**HOW TO COMPLETE THIS TASK:**
Where does the string "Oakmont" appear in the records? Copy every line that contains it.

**SUPPLIED ENTRIES:**
======

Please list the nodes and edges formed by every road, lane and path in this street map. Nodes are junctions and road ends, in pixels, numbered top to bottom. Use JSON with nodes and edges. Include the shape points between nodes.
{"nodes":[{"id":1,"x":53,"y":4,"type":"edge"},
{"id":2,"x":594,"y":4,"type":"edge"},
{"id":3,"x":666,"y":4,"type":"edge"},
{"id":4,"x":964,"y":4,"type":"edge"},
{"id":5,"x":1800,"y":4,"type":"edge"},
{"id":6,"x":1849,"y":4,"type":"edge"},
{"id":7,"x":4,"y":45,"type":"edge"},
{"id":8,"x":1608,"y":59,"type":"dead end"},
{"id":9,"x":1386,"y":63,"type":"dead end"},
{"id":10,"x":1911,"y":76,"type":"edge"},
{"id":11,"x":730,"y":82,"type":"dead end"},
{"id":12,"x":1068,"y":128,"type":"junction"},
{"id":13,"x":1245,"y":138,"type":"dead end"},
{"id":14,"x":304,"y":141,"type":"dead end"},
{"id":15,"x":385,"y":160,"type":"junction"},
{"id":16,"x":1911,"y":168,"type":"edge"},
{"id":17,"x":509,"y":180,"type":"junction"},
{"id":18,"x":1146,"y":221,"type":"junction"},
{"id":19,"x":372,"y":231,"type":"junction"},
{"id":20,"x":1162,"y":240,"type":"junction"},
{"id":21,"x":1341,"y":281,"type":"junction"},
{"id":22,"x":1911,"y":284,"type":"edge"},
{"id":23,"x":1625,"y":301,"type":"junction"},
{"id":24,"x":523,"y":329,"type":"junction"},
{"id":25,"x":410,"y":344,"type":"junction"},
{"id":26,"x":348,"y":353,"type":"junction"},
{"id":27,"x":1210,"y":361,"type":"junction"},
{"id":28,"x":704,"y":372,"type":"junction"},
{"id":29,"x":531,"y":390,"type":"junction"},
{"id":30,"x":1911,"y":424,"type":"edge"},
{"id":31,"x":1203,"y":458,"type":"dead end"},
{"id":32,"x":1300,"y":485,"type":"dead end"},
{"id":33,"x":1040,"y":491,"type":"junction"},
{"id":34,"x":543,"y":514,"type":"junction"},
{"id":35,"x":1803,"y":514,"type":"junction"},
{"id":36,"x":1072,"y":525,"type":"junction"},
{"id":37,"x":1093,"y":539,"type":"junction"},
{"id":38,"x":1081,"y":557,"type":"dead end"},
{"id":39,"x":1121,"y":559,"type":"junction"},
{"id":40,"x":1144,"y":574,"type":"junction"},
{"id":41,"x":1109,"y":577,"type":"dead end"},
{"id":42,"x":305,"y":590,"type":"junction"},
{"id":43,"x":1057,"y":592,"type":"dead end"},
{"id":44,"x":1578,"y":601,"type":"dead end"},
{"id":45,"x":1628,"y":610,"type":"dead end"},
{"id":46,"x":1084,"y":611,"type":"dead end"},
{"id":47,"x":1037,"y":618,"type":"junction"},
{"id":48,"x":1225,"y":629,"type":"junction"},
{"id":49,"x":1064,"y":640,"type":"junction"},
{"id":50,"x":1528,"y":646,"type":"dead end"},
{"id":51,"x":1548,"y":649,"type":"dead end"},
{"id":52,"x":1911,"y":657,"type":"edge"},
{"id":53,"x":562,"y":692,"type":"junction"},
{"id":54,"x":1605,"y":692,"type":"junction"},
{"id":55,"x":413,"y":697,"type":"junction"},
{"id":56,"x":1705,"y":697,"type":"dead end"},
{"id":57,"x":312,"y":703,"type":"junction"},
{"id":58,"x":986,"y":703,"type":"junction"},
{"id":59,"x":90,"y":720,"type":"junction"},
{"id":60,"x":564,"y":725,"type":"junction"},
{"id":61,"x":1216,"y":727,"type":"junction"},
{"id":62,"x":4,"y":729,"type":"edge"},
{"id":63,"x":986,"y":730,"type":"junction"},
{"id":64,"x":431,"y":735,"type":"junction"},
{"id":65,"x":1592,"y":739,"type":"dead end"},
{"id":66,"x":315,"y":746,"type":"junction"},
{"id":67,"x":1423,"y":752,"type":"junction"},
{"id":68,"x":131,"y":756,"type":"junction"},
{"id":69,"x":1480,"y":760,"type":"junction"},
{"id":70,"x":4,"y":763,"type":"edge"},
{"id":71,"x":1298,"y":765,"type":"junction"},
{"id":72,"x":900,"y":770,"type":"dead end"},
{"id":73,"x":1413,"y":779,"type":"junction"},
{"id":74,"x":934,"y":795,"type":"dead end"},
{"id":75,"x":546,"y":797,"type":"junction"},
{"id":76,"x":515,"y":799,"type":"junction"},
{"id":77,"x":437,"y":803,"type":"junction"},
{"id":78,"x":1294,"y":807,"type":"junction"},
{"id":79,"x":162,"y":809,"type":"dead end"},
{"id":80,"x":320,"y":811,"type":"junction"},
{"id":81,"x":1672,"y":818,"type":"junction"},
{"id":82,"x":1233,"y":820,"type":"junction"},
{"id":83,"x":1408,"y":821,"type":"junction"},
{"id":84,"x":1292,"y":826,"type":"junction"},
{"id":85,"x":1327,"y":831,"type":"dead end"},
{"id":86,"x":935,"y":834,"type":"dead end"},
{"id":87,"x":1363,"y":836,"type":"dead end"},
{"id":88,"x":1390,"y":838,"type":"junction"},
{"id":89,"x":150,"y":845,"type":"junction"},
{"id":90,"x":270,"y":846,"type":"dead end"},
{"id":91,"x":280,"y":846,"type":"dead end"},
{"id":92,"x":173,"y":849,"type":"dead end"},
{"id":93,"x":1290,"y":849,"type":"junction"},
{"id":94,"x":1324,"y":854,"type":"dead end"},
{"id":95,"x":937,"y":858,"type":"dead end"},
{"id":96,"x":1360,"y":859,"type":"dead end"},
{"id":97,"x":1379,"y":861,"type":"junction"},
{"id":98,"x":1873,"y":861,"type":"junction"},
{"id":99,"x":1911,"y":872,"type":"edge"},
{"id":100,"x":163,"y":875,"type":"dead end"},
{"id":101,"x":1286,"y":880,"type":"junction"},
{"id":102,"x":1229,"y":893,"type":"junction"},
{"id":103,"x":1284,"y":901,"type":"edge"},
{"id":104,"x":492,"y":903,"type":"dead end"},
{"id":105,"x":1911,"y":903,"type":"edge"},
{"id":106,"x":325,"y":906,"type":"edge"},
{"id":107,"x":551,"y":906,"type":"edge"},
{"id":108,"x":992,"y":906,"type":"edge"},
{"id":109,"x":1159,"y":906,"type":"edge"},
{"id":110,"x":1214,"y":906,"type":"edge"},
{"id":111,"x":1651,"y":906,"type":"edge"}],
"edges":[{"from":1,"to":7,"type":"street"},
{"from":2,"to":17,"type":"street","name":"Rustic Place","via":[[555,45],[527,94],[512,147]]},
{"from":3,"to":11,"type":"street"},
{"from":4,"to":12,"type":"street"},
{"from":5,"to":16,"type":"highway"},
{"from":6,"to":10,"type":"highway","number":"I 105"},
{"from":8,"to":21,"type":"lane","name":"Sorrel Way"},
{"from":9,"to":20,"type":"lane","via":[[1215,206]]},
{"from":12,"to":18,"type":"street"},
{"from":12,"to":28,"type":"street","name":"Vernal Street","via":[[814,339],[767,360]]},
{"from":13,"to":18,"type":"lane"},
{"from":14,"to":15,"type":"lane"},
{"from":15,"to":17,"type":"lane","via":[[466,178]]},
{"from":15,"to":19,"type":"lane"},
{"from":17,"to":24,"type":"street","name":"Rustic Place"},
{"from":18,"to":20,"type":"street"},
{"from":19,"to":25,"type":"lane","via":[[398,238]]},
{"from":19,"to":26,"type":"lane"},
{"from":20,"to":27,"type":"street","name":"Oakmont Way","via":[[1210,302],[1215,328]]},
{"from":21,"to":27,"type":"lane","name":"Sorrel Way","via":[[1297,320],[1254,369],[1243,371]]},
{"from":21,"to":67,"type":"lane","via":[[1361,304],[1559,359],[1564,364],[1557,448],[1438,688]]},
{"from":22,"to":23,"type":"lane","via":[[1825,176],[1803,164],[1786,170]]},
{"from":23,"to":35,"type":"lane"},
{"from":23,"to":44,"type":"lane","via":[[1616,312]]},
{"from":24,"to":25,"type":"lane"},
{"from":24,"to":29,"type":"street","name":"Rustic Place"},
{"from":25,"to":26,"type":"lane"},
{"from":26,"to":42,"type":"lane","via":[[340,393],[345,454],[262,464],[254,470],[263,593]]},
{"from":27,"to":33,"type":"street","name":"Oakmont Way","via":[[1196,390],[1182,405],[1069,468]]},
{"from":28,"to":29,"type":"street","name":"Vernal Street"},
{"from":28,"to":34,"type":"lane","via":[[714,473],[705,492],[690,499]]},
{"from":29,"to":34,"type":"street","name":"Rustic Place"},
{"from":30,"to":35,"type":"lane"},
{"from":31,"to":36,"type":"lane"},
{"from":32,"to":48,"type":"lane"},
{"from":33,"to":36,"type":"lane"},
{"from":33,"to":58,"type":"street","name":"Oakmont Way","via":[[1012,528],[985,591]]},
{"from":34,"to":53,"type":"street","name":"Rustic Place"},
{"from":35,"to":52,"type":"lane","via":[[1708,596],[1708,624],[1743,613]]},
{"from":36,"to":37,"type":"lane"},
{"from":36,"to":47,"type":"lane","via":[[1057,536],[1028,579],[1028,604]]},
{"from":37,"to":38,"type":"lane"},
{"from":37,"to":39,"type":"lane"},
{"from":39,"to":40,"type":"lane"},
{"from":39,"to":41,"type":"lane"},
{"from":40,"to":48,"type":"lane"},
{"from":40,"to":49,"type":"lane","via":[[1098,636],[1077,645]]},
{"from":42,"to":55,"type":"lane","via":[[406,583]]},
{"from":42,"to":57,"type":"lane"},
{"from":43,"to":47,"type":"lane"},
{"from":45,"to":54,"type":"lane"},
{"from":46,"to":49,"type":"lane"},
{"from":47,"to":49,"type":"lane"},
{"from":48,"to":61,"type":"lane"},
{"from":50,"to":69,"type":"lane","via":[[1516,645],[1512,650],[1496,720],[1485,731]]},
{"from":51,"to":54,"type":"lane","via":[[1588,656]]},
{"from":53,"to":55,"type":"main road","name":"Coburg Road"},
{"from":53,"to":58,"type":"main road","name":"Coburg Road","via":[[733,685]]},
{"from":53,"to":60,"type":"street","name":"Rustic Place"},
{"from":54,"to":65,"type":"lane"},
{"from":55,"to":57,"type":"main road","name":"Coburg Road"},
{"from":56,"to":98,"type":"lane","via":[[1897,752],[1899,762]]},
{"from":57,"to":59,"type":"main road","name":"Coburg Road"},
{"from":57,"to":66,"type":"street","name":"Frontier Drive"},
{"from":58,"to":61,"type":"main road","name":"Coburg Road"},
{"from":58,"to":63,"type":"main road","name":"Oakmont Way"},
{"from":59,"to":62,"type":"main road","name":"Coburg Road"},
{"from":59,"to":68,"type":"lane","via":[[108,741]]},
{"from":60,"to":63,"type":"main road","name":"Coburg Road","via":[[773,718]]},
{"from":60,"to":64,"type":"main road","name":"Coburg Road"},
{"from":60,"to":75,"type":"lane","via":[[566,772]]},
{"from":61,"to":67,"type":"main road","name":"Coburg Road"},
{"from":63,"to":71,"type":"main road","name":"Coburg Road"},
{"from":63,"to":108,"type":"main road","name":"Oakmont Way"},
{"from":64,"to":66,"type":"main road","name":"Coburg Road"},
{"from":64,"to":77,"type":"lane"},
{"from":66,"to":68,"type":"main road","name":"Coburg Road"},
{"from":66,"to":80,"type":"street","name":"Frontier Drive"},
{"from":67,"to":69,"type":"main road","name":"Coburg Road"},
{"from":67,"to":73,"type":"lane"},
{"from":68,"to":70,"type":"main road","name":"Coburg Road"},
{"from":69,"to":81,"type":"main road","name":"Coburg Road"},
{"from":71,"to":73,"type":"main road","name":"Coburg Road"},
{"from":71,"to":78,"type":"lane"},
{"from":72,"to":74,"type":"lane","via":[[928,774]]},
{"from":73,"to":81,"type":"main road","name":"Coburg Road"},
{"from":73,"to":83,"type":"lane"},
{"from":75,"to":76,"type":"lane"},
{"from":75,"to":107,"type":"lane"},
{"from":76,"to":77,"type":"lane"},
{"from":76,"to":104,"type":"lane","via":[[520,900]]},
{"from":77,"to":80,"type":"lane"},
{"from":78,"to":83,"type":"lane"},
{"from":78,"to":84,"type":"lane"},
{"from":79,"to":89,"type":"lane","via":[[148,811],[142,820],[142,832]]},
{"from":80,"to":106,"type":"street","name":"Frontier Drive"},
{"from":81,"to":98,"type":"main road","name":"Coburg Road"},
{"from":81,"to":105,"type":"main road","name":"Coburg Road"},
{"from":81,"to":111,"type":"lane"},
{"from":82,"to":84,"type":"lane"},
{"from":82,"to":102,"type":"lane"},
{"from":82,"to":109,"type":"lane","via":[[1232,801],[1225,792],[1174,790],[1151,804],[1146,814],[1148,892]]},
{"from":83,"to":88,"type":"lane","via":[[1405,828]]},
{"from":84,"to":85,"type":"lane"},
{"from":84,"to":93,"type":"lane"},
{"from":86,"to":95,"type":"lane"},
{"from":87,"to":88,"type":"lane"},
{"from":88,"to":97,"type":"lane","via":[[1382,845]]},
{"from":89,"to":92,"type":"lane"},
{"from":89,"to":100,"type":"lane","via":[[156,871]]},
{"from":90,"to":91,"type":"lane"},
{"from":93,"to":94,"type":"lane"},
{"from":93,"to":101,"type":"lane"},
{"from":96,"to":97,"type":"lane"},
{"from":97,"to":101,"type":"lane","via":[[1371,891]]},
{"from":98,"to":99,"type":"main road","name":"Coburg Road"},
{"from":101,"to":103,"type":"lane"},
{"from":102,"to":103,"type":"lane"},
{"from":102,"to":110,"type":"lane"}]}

======

**SOLUTION FOR THIS EXERCISE:**
{"from":20,"to":27,"type":"street","name":"Oakmont Way","via":[[1210,302],[1215,328]]},
{"from":27,"to":33,"type":"street","name":"Oakmont Way","via":[[1196,390],[1182,405],[1069,468]]},
{"from":33,"to":58,"type":"street","name":"Oakmont Way","via":[[1012,528],[985,591]]},
{"from":58,"to":63,"type":"main road","name":"Oakmont Way"},
{"from":63,"to":108,"type":"main road","name":"Oakmont Way"},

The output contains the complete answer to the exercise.